The paper presents a new Monte Carlo radiation transfer code, MCRaT, for modeling photospheric emission in gamma-ray bursts and applies it to hydrodynamic simulations.

Findings

Photospheric emission can explain the prompt phase peak frequency.

Challenges remain in reproducing the flat spectrum below the peak.

Results depend on hydrodynamics and radiation transfer assumptions.

Abstract

We present MCRaT, a Monte Carlo Radiation Transfer code for self-consistently computing the light curves and spectra of the photospheric emission from relativistic, unmagnetized jets.
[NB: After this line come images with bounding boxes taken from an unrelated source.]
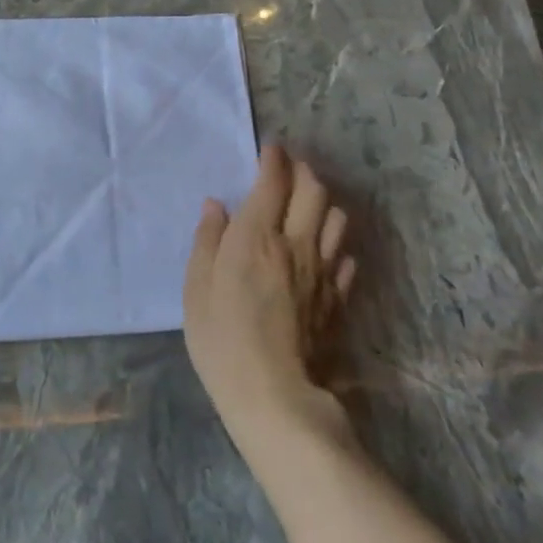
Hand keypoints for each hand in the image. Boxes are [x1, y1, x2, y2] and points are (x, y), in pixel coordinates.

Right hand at [183, 145, 355, 431]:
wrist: (273, 394)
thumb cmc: (221, 338)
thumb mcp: (197, 287)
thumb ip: (208, 240)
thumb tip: (218, 205)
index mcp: (256, 235)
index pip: (273, 182)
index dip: (273, 159)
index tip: (269, 148)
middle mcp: (296, 243)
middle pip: (313, 191)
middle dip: (303, 171)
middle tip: (290, 168)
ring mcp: (323, 271)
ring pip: (336, 219)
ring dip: (324, 202)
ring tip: (309, 203)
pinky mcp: (338, 299)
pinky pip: (345, 257)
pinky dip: (336, 243)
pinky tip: (325, 250)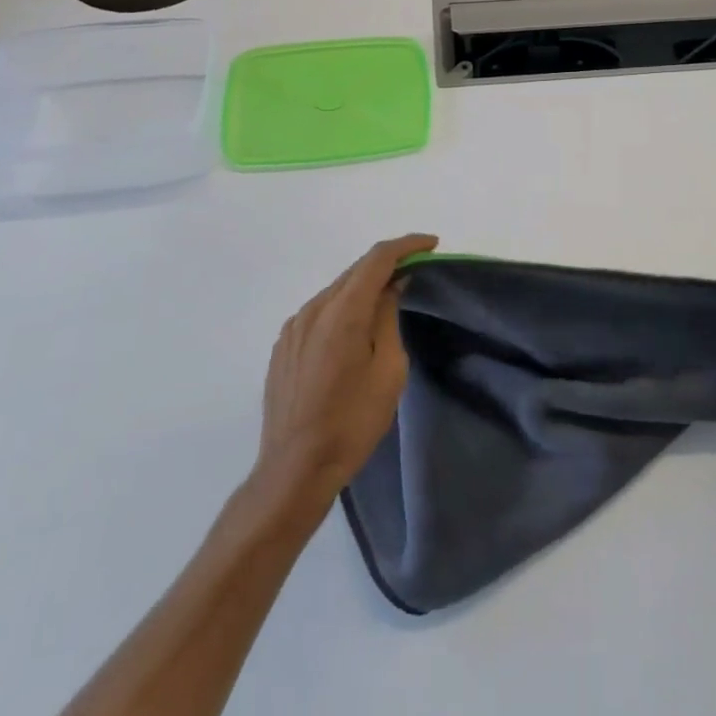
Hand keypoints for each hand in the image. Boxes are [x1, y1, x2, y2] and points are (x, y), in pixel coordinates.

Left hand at [253, 234, 437, 507]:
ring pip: (336, 290)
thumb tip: (391, 286)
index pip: (376, 260)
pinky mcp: (283, 346)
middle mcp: (312, 310)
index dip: (406, 246)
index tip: (431, 245)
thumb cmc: (352, 422)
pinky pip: (319, 312)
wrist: (294, 470)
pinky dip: (343, 306)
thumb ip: (388, 318)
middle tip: (416, 269)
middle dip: (387, 264)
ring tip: (389, 297)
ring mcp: (293, 328)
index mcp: (341, 313)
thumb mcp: (388, 370)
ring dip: (364, 286)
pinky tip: (355, 327)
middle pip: (354, 271)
We apply MCRaT to a relativistic hydrodynamic simulation of a long duration gamma-ray burst jet, and present the resulting light-curves and time-dependent spectra for observers at various angles from the jet axis. We compare our results to observational results and find that photospheric emission is a viable model to explain the prompt phase of long-duration gamma-ray bursts at the peak frequency and above, but faces challenges in reproducing the flat spectrum below the peak frequency. We finally discuss possible limitations of these results both in terms of the hydrodynamics and the radiation transfer and how these limitations could affect the conclusions that we present.